DATA PROVIDED Block Start
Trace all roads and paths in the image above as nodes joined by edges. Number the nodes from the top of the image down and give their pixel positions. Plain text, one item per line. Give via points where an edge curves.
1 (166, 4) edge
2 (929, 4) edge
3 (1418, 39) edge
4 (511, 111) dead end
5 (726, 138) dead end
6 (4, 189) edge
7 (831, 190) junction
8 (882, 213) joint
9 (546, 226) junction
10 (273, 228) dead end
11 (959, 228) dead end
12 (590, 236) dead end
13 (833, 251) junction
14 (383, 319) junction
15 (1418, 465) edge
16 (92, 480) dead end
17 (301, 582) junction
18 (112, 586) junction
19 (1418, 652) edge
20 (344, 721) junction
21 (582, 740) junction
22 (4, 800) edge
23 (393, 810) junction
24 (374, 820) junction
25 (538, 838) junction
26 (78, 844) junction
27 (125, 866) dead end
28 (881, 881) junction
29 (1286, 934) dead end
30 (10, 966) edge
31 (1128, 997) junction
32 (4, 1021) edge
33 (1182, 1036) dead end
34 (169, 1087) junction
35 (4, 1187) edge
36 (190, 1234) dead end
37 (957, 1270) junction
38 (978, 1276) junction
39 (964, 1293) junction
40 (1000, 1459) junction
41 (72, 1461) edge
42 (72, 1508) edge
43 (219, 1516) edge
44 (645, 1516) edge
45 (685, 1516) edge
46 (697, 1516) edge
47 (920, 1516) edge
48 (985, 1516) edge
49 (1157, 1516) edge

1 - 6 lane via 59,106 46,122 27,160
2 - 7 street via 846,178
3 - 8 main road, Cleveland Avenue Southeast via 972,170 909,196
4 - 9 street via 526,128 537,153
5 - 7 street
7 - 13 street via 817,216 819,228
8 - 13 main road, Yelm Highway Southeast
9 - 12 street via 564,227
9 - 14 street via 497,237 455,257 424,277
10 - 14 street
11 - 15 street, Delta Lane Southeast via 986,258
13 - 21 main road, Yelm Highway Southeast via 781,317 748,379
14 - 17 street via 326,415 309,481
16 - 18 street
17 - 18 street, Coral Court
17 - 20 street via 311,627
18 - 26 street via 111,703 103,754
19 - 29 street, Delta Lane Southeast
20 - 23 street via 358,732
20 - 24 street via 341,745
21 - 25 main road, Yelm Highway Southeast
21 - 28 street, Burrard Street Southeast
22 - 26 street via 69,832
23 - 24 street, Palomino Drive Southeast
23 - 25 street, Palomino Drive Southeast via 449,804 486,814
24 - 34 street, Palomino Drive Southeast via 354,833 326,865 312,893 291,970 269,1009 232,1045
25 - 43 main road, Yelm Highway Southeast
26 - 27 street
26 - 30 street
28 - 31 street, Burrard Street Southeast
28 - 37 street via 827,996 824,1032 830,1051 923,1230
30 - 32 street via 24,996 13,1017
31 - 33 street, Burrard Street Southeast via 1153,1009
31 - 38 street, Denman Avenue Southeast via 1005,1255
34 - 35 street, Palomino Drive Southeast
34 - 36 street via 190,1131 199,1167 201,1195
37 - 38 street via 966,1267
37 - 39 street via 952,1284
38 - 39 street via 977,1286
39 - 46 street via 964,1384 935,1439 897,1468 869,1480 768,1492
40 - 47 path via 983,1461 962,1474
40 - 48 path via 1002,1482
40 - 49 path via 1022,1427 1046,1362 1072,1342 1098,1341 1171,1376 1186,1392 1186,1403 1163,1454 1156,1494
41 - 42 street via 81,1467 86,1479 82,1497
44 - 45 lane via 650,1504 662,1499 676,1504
DATA PROVIDED Block End
WHAT IS NEEDED: For each line above that includes "dead", copy the line.

RESULT OF THIS EXERCISE:
4 (511, 111) dead end
5 (726, 138) dead end
10 (273, 228) dead end
11 (959, 228) dead end
12 (590, 236) dead end
16 (92, 480) dead end
27 (125, 866) dead end
29 (1286, 934) dead end
33 (1182, 1036) dead end
36 (190, 1234) dead end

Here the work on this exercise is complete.